As upstart fixed wireless access services launched several years ago by T-Mobile and Verizon undercut them on price, robbed them of market share and ended their customer growth expansion, top cable executives adopted a “what, me worry?” posture.
Over time, they argued, 5G wireless won't have the capacity to keep up with the speed and quality demanded by consumers for 4K video streaming and other data-intensive tasks now conducted regularly in the American home.
OpenSignal’s latest Fixed Broadband Experience report, which analyzes key home internet qualitative factors for the five largest home-internet providers in America, may have just proven them right.
Drawn from a national sample, the report is, frankly, a little janky, as Verizon and AT&T’s metrics are culled from an odd mix of fast, reliable fiber-to-the-home internet, and lesser 4G FWA and legacy digital subscriber line (DSL) delivery platforms.

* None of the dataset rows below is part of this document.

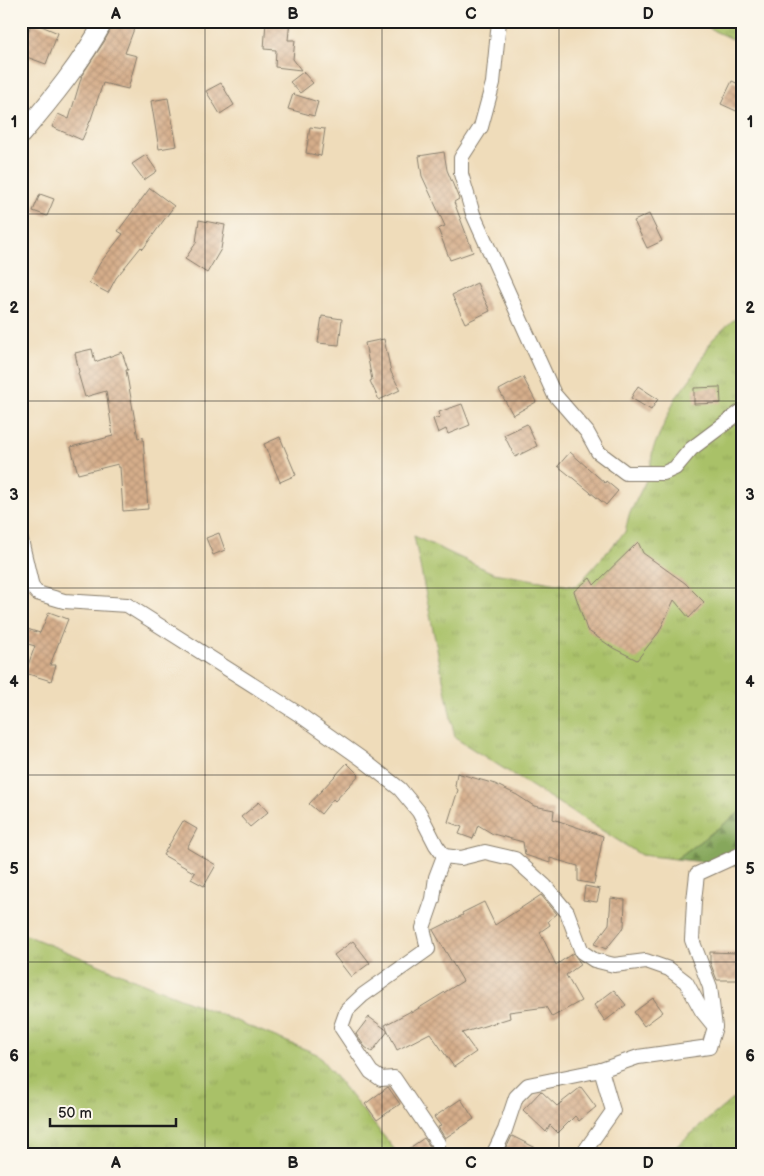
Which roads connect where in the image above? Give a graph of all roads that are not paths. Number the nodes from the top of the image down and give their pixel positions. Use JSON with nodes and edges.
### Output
{"nodes":[{"id":1,"x":104,"y":21,"type":"edge"},
{"id":2,"x":499,"y":21,"type":"edge"},
{"id":3,"x":27,"y":121,"type":"edge"},
{"id":4,"x":21,"y":135,"type":"edge"},
{"id":5,"x":743,"y":410,"type":"edge"},
{"id":6,"x":21,"y":540,"type":"edge"},
{"id":7,"x":743,"y":852,"type":"edge"},
{"id":8,"x":444,"y":856,"type":"junction"},
{"id":9,"x":715,"y":1027,"type":"junction"},
{"id":10,"x":601,"y":1070,"type":"junction"},
{"id":11,"x":438,"y":1143,"type":"dead end"},
{"id":12,"x":493,"y":1155,"type":"edge"},
{"id":13,"x":582,"y":1155,"type":"edge"}],
"edges":[{"from":1,"to":3,"type":"street"},
{"from":2,"to":5,"type":"street"},
{"from":3,"to":4,"type":"street"},
{"from":6,"to":8,"type":"street"},
{"from":7,"to":9,"type":"street"},
{"from":8,"to":9,"type":"street"},
{"from":8,"to":11,"type":"street"},
{"from":9,"to":10,"type":"street"},
{"from":10,"to":12,"type":"street"},
{"from":10,"to":13,"type":"street"}]}
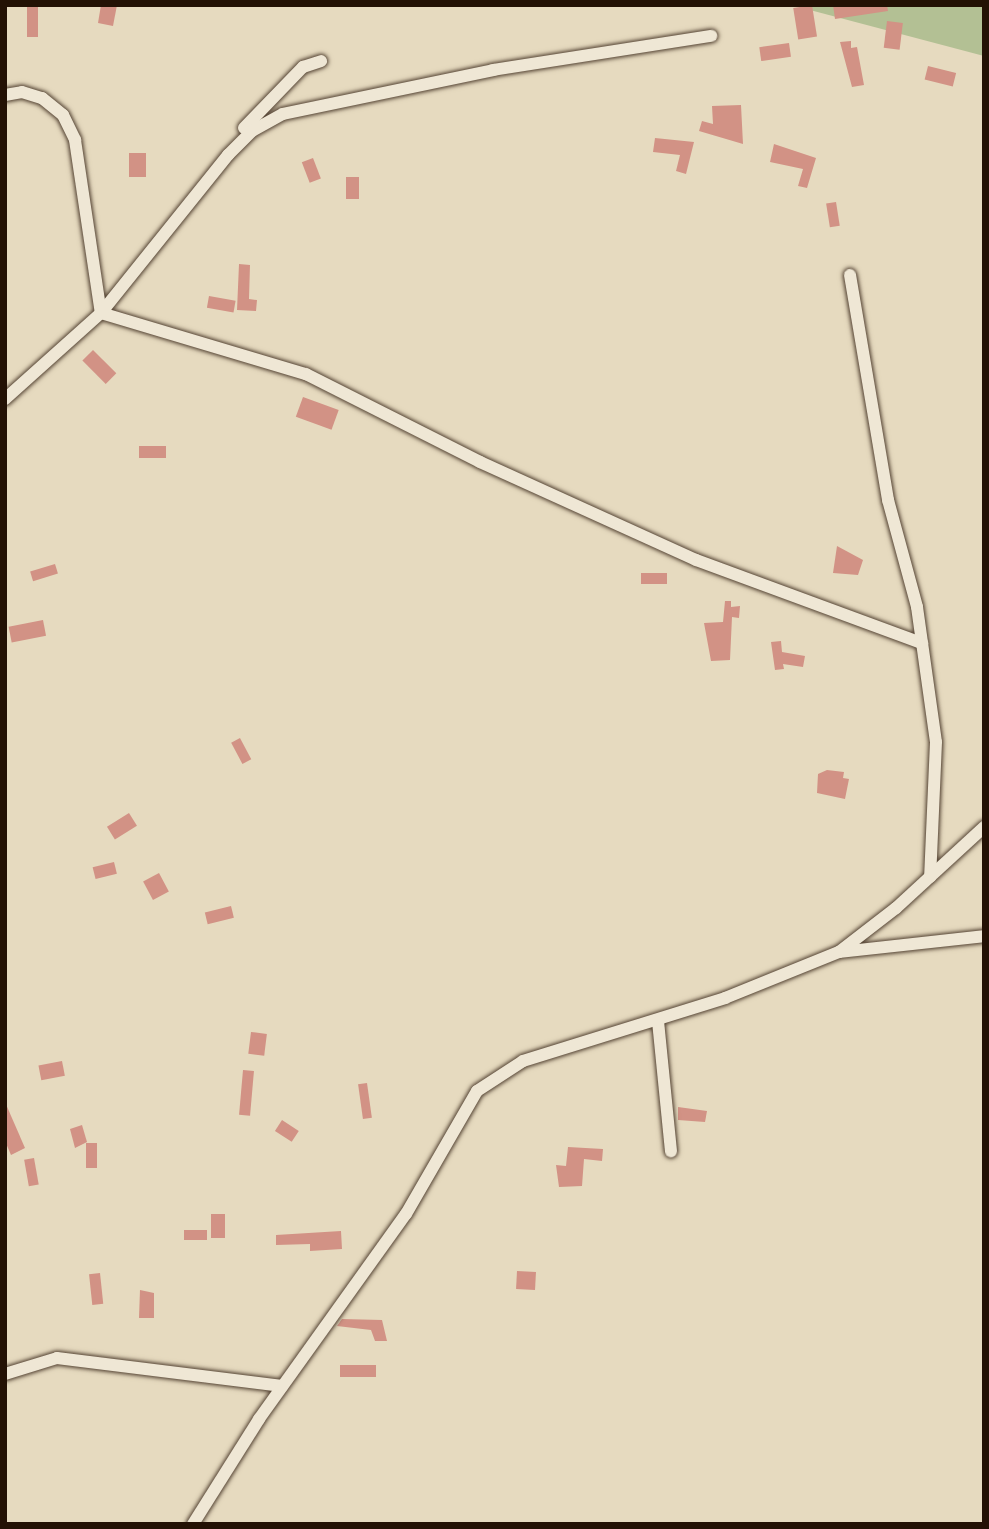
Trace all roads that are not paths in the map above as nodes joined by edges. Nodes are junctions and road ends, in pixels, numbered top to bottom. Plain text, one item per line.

OpenSignal apparently just lumps them all into their national sample with equal weight. (You can read about the research company's methodology in the report.)
More telling is the relationship between Comcast’s Xfinity brand and Charter’s Spectrum Internet services versus T-Mobile, which only offers one home broadband flavor — FWA. Both cable broadband providers offer significantly faster home broadband connections, on both the downstream and upstream side, compared to T-Mobile 5G Home Internet.
The same was true for both the quality of internet connection and, more specifically to streaming consumers, the quality of video connection.